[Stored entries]
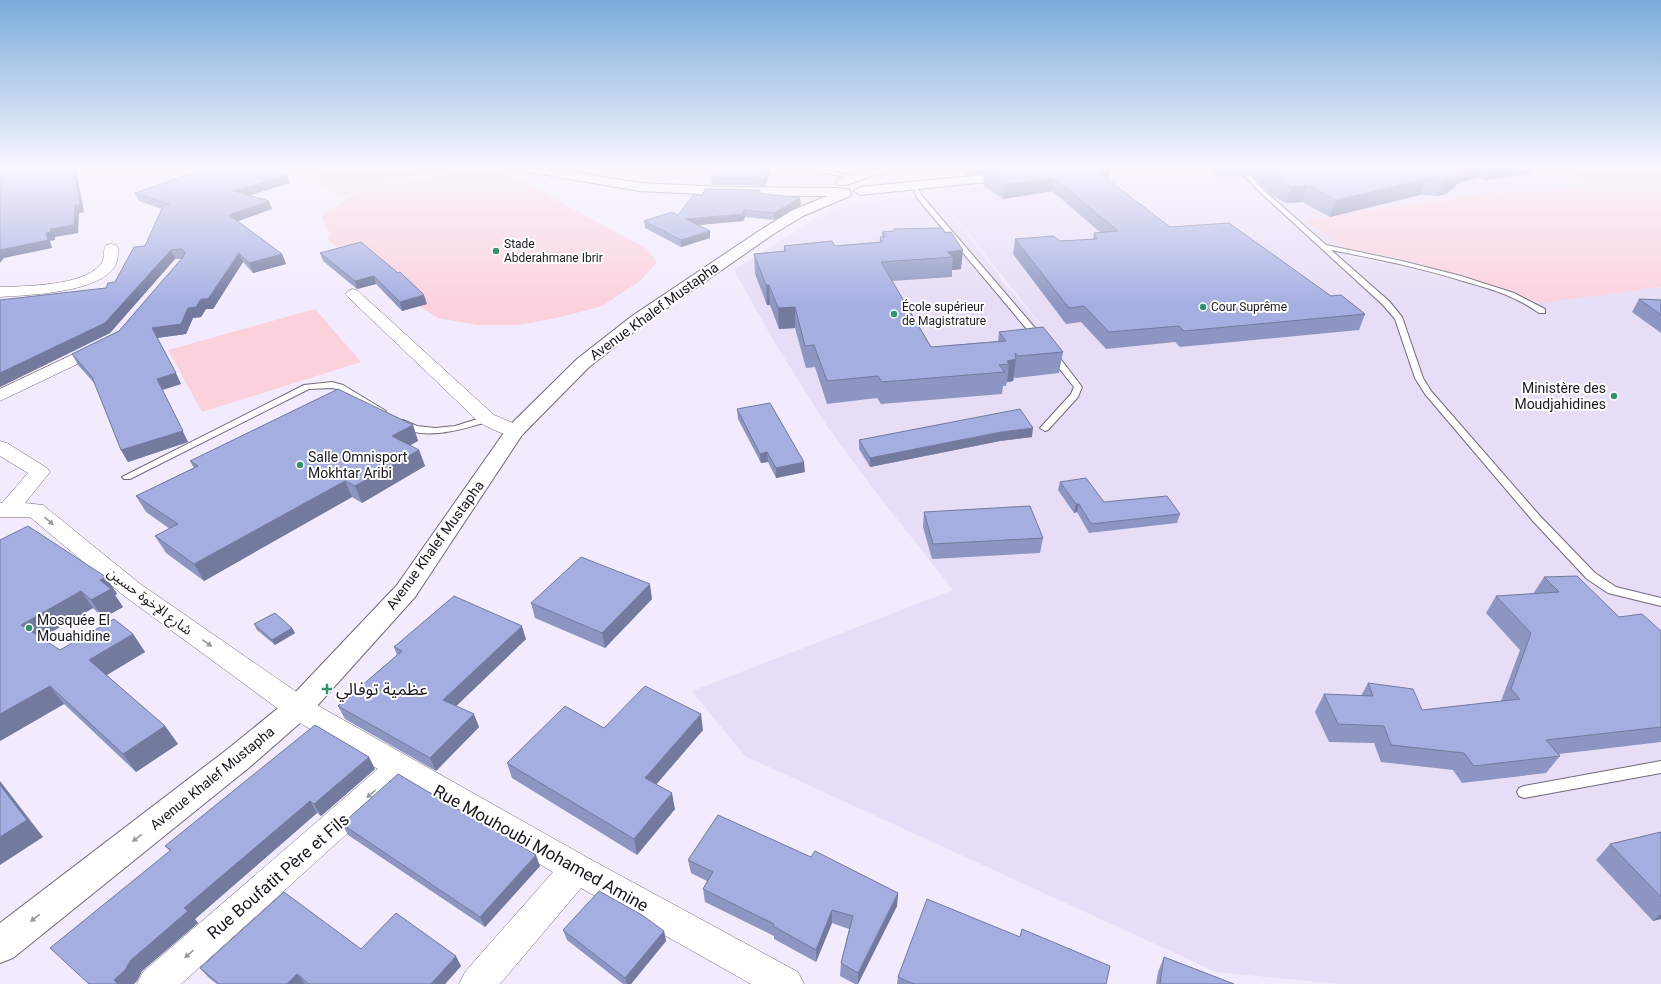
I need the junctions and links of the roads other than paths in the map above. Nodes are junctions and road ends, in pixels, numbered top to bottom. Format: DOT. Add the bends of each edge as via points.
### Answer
graph roads {
  1 [pos="798,213"];
  2 [pos="932,213"];
  3 [pos="1287,213"];
  4 [pos="1325,247"];
  5 [pos="111,248"];
  6 [pos="6,291"];
  7 [pos="353,294"];
  8 [pos="0,305"];
  9 [pos="1542,311"];
  10 [pos="117,337"];
  11 [pos="0,396"];
  12 [pos="487,419"];
  13 [pos="1045,428"];
  14 [pos="515,431"];
  15 [pos="0,447"];
  16 [pos="126,477"];
  17 [pos="4,510"];
  18 [pos="1661,602"];
  19 [pos="298,708"];
  20 [pos="1661,767"];
  21 [pos="400,768"];
  22 [pos="1524,792"];
  23 [pos="577,869"];
  24 [pos="0,945"];
  25 [pos="155,984"];
  26 [pos="477,984"];
  27 [pos="786,984"];
  1 -- 14 [label="main road, Avenue Khalef Mustapha" via="638,320 583,363"];
  2 -- 13 [label="lane" via="1078,387 1075,395"];
  3 -- 4 [label="lane"];
  4 -- 9 [label="lane" via="1384,258 1462,278 1505,292"];
  4 -- 18 [label="lane" via="1395,313 1419,378 1428,392 1591,576 1612,590"];
  5 -- 6 [label="street" via="108,266 86,280 66,285"];
  6 -- 8 [label="street"];
  7 -- 12 [label="street"];
  10 -- 11 [label="street"];
  12 -- 14 [label="street"];
  12 -- 16 [label="lane" via="447,430 428,432 408,426 340,387 307,387"];
  14 -- 19 [label="main road, Avenue Khalef Mustapha" via="406,591"];
  15 -- 17 [label="street" via="40,472"];
  17 -- 19 [label="street, شارع الإخوة حسين, one-way" via="35,510 131,590"];
  19 -- 21 [label="street, Rue Mouhoubi Mohamed Amine"];
  19 -- 24 [label="main road, Avenue Khalef Mustapha, one-way" via="240,757"];
  20 -- 22 [label="lane"];
  21 -- 23 [label="street, Rue Mouhoubi Mohamed Amine"];
  21 -- 25 [label="street, Rue Boufatit Père et Fils, one-way"];
  23 -- 26 [label="street"];
  23 -- 27 [label="street, Rue Mouhoubi Mohamed Amine"];
}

* **PROBLEM TO WORK ON**
Once you have identified the lines above that contain "main", copy each of them.

* **SOLUTION TO THIS EXERCISE**
  1 -- 14 [label="main road, Avenue Khalef Mustapha" via="638,320 583,363"];
  14 -- 19 [label="main road, Avenue Khalef Mustapha" via="406,591"];
  19 -- 24 [label="main road, Avenue Khalef Mustapha, one-way" via="240,757"];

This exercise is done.